Is there somebody that could help me with this problem please? Thanks in advance!

Referring to your picture, let's give names to the various points.

Let the shaded triangle of interest be ABC, where

A is the vertex along the bottom edge,

B is the vertex along the right-side edge,

C is the vertex along the top edge.

Let

U be be the upper right corner of the paper,

L be the lower right corner of the paper,

M be the lower left corner of the paper.

From the point A draw a line parallel to the side y;

let the intersection of this line with the upper edge be called D.

Now let's give names to the lengths of the various line segments.

Let

a be the side of the triangle ABC opposite A, i.e., side BC,

b be the side of the triangle ABC opposite B, i.e., side AC,

v be the length of UC.

Our independent variable will be v, and we want to find values of v that

maximize/minimize the area of the triangle ABC,

which is ab/2.

Note some identities among the lengths of various line segments:

LA = b

LB = a

UB = y-a

UD = b

CD = b-v

We now have all the lengths in the picture expressed in terms of

the known x,y and the three unknown a,b,v.

We will proceed in the following steps.

Step 1: Express the area f of the triangle ABC in terms of the independent variable v, not

in terms of a,b.

Step 2: Calculate the range of the function f(v)

Step 3: Calculate any critical points of f(v)

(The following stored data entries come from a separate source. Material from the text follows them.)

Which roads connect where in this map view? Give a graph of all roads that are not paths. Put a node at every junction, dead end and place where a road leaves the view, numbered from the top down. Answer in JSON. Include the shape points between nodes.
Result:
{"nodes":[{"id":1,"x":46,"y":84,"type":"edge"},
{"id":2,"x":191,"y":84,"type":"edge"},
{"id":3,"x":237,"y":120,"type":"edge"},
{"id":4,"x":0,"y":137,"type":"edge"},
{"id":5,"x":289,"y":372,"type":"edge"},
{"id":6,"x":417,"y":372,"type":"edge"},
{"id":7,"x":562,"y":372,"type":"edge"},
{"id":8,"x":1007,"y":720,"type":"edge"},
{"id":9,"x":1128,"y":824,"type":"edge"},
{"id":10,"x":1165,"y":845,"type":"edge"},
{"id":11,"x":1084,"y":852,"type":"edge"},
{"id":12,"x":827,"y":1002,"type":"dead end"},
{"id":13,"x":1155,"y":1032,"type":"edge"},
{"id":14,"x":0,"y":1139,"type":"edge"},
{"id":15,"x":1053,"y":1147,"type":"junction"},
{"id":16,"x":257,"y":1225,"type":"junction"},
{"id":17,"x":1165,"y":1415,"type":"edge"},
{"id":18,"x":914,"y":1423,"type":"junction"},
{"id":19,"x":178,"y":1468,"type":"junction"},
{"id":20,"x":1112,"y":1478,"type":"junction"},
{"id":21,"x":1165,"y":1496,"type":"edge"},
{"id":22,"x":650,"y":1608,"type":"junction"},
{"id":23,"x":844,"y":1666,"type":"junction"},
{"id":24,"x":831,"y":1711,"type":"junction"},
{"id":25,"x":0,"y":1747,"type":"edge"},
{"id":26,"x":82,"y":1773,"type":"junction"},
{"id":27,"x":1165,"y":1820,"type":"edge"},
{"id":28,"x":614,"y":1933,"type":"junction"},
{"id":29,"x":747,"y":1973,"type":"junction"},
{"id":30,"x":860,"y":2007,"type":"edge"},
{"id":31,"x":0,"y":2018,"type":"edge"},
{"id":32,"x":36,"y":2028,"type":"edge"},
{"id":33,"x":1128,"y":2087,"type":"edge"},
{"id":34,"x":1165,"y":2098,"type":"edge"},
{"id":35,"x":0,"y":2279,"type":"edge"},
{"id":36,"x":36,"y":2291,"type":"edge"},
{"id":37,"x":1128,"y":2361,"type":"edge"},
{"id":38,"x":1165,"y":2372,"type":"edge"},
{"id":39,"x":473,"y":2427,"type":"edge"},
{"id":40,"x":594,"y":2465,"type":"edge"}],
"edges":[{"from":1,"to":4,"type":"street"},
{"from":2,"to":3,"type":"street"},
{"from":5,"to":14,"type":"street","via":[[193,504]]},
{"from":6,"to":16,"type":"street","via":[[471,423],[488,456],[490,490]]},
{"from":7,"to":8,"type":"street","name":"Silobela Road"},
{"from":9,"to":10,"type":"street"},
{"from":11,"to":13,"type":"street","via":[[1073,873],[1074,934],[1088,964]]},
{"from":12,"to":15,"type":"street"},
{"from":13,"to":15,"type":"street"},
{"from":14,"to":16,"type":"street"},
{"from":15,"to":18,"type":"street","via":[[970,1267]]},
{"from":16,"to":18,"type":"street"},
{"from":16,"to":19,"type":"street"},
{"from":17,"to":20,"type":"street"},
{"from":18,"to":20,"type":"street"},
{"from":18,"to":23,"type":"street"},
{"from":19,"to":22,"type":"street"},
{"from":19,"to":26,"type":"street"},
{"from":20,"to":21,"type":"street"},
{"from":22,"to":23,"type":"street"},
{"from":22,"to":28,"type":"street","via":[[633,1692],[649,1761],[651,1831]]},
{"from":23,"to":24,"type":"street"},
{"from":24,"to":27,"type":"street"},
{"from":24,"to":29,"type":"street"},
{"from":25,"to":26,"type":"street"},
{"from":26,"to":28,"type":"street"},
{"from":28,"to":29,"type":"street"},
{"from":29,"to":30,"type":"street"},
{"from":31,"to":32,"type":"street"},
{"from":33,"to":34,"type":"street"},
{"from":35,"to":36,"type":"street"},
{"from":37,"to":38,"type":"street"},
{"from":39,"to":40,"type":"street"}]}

Step4: Minimum and Maximum is either at a critical point or at boundary of the domain.

-----------------

Step 1:

We can express a in terms of v by using the Pythagorean theorem applied to the triangle BCU:

v² + (y-a)² = a²

a = (v² + y²)/2y

We can express b in terms of v by using the Pythagorean theorem applied to the triangle ADC:

(b-v)² + y² = b²

b = (v² + y²)/2v

The area of the triangle ABC is

f(v) = ab/2 = (v² + y²)²/8vy

Note that f(v) is independent of x. The quantity x plays a role only in determining the domain of f(v).

-----------------

Step 2:

For the above derivation to make sense geometrically

we have to assume that all the sides are non-negative:

Constraint 0: UC ≥ 0, i.e., v ≥ 0

Constraint 1: BC ≥ 0, i.e., a ≥ 0

(v² + y²)/2y ≥ 0

That is always satisfied.

Constraint 2: AC ≥ 0, i.e., b ≥ 0

(v² + y²)/2v ≥ 0

That is implied by Constraint 0.

Constraint 3: UB ≥ 0, i.e., y-a ≥ 0

y - (v² + y²)/2y ≥ 0

2y² - v² - y² ≥ 0

v ≤ y

Constraint 4: CD ≥ 0, i.e. b-v ≥ 0

(v² + y²)/2v - v ≥ 0

v ≤ y

Constraint 5: AM ≥ 0, i.e. x-b ≥ 0

x - (v² + y²)/2v ≥ 0

v² - 2xv + y² ≤ 0

For that to be satisfied, v must lie between the two roots

v = (2x ± √(4x² - 4y²))/2 = x ± √(x² - y²)

From the above constraints we collect those that are not implied by others and

substitute actual numbers.

Constraint 0: v ≥ 0

Constraint 3: v ≤ 14

Constraint 5: 9.28 ≤ v ≤ 21.12

As the intersection of the above constraints, the domain of the function f(v) is the interval [9.28, 14].

-----------------

Step 3:

Critical points occurs where f'(v) = 0:

2(v² + y²)2v/8vy - (v² + y²)²/8v²y = 0

2(v² + y²)2v² - (v² + y²)² = 0

4v² - v² - y² = 0

v = y/√3

Substituting actual numbers, the critical point occurs at

v = 14/√3 = 8.08

As that lies outside of the domain, it is not a candidate for minimum or maximum.

-----------------

Step 4:

We have only two candidates for minimum and maximum -- the bounds of the interval.

f(9.28) = (9.28² + 14²)²/8×9.28×14 = 76.58

f(14) = (14² + 14²)²/8×14×14 = 98

The minimum is 76.58 and the maximum is 98.

The minimum is archived by making the crease through point M, and

the maximum is archived by making the crease through point U.